If you stay together you do not tell them in the same way you don’t tell them about every disagreement you have about your mother- in-law.
Anonymous
You don't tell the kids. WTF is wrong with you?
Anonymous
Anonymous wrote:If you divorce, you tell them when they ask and in an age-appropriate way. They have a right to information about why their family/life changed dramatically.

If you stay together you do not tell them in the same way you don’t tell them about every disagreement you have about your mother- in-law.


No, they do not have the right to that information at all. Whether cheating, financial abuse, emotional abuse, sexlessness...kids do not need dirty details.
Anonymous
Anonymous wrote:
Anonymous wrote:If you divorce, you tell them when they ask and in an age-appropriate way. They have a right to information about why their family/life changed dramatically.

If you stay together you do not tell them in the same way you don’t tell them about every disagreement you have about your mother- in-law.


No, they do not have the right to that information at all. Whether cheating, financial abuse, emotional abuse, sexlessness...kids do not need dirty details.


If they ask, they do. Part of rebuilding the trust and security for kids whose lives have been upended is that you don’t lie to them. You can tell them about infidelity in a neutral way, but you don’t lie to your kids if they ask.
Anonymous
Anonymous wrote:
Anonymous wrote:If you divorce, you tell them when they ask and in an age-appropriate way. They have a right to information about why their family/life changed dramatically.

If you stay together you do not tell them in the same way you don’t tell them about every disagreement you have about your mother- in-law.


No, they do not have the right to that information at all. Whether cheating, financial abuse, emotional abuse, sexlessness...kids do not need dirty details.

They may not need to know the details but they do have the right to know who is at fault.
Anonymous
Anonymous wrote:
Anonymous wrote:
Anonymous wrote:If you divorce, you tell them when they ask and in an age-appropriate way. They have a right to information about why their family/life changed dramatically.

If you stay together you do not tell them in the same way you don’t tell them about every disagreement you have about your mother- in-law.
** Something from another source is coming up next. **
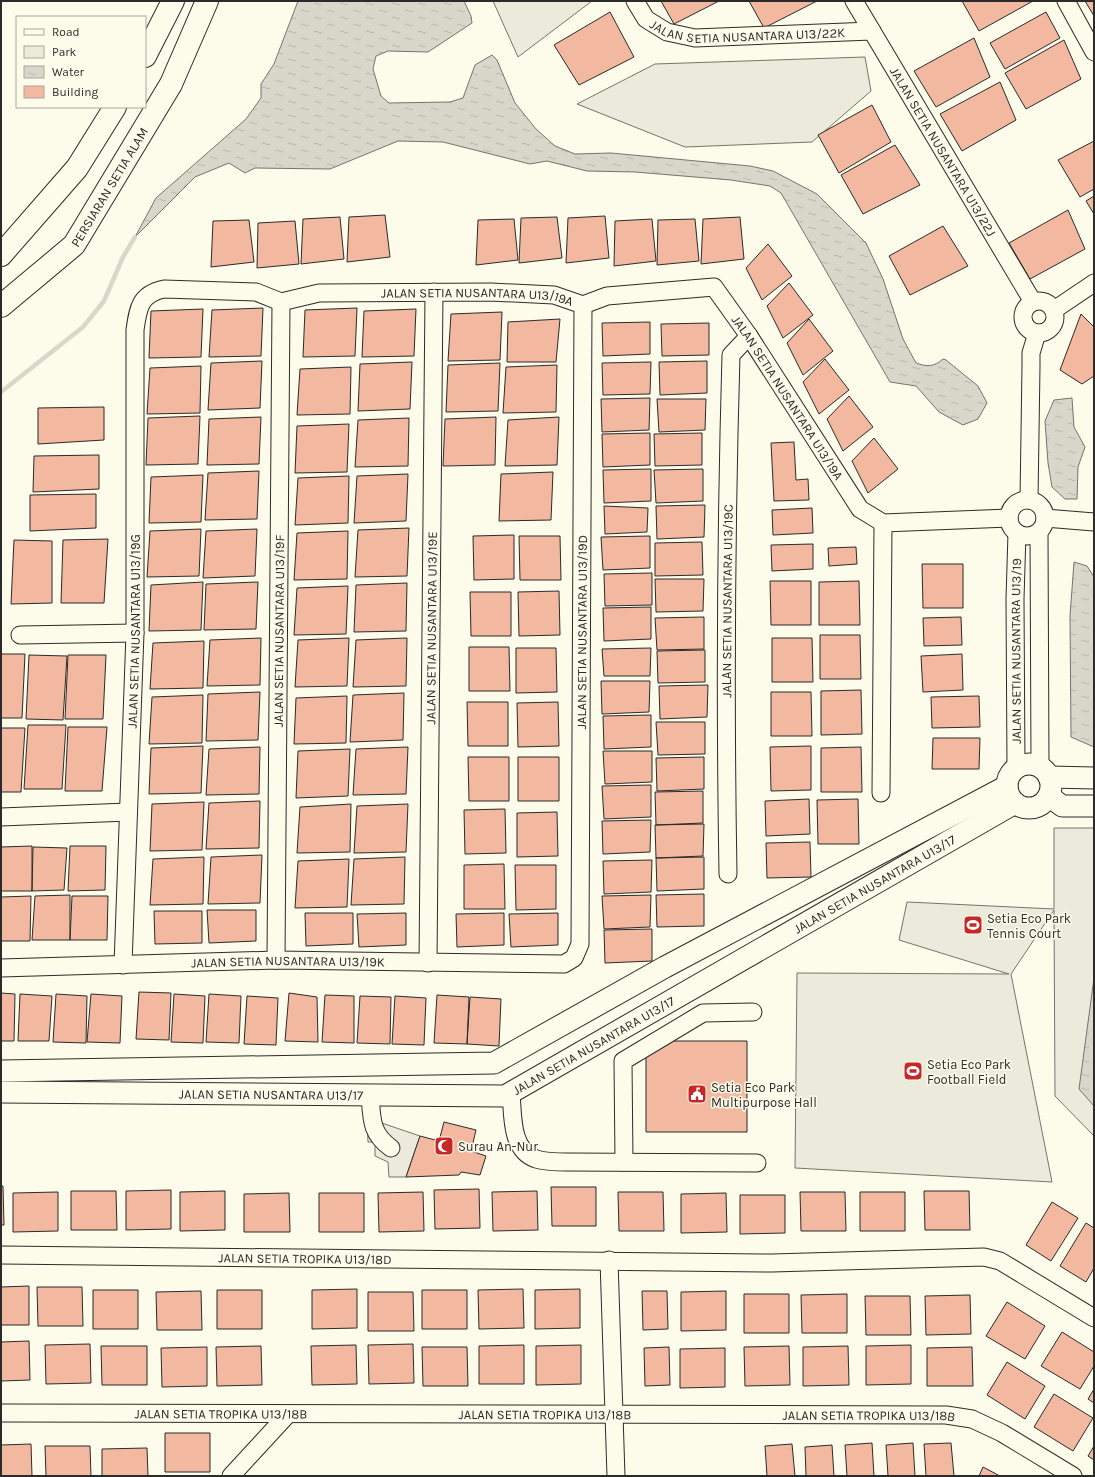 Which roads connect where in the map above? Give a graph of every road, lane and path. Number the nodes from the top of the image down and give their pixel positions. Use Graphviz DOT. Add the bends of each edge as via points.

No, they do not have the right to that information at all. Whether cheating, financial abuse, emotional abuse, sexlessness...kids do not need dirty details.

They may not need to know the details but they do have the right to know who is at fault.


I’m the PP who says they have a right to know if they ask, and I don’t think it has to do with fault. I think it has to do with children having a right to honesty from their parents about something as monumental as their home breaking up. I think parents should not assign fault— but I think it’s appropriate to say “your mother was having sex with someone else and that wasn’t something I felt comfortable living with” or “your father used a lot of money gambling and I didn’t feel safe about our finances” if that’s the truth.